Mexique : Marche nationale pour la justice

Du 5 au 8 mai, des Mexicains vont marcher, de Cuernavaca (Etat de Morelos) à la capitale du pays, distante de 85 kilomètres. Elles et ils seront probablement très nombreux. Dans un communiqué, par exemple, l’EZLN annonce une importante manifestation silencieuse à San Cristóbal de Las Casas (Jobel), le 7 mai.

Organisée à l’initiative du poète Javier Sicilia, suite à l’assassinat fin mars de son fils et de six autres jeunes habitants de cette ville, la manifestation, intitulée «  marche nationale pour la justice et contre l’impunité » a pour objectif d’initier un vaste mouvement de refus de la violence qui a causé plus de 40.000 morts depuis l’arrivée au pouvoir, voici 5 ans, du président Felipe Calderón Hinojosa.

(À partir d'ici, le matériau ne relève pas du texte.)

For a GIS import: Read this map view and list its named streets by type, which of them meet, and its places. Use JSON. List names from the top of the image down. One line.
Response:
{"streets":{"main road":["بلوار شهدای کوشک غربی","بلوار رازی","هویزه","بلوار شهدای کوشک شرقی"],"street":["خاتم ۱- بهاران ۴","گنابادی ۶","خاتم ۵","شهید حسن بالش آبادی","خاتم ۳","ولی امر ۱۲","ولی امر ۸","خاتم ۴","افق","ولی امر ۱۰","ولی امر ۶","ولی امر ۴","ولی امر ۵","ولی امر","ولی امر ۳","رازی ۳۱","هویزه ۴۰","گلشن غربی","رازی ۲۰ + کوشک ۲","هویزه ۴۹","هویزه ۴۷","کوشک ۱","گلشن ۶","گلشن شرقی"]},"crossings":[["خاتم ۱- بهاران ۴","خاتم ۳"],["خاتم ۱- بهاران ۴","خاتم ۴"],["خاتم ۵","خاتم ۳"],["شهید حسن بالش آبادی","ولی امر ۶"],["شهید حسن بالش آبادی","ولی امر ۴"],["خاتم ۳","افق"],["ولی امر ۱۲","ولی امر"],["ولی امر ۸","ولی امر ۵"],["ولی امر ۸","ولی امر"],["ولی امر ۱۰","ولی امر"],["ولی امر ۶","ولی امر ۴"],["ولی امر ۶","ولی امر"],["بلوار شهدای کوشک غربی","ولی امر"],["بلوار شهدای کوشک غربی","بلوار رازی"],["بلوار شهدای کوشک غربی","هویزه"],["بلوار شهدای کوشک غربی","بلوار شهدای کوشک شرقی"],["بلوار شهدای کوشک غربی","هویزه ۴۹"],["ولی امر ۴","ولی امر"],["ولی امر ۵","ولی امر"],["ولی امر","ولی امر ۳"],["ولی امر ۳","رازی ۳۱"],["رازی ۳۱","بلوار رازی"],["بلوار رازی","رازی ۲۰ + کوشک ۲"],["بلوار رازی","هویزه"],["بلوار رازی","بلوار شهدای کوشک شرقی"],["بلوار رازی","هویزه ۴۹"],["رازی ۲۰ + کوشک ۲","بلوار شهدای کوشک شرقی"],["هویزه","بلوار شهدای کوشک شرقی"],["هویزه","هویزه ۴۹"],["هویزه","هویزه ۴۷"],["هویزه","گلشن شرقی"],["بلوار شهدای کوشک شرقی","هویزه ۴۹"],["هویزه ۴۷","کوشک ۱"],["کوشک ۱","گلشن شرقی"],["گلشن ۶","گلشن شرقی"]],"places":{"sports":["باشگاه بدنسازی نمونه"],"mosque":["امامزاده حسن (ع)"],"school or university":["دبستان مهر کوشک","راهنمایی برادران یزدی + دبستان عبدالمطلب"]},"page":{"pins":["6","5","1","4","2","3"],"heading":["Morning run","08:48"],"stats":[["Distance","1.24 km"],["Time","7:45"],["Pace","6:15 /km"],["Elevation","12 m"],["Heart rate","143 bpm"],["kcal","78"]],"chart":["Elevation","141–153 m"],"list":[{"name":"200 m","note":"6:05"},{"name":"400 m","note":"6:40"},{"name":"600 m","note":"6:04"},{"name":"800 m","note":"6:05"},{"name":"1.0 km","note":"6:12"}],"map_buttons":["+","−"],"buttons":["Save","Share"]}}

Une violence qui, comme la journaliste Gloria Muñoz l’a rappelé le 1er avril dernier, devant 200 personnes réunies à La Chapelle de Toulouse, vise principalement les femmes, les jeunes, les migrants et les peuples indigènes. Il s’agit d’une véritable guerre, a-t-elle précisé, dont les objectifs, derrière le prétexte de la lutte «  contre le narco-trafic », sont l’établissement de la terreur et la militarisation de l’ensemble des régions du pays où la population persiste à s’opposer aux méga-projets de l’agro-industrie, des grands barrages, de l’exploitation minière systématique, de la déforestation et du tourisme.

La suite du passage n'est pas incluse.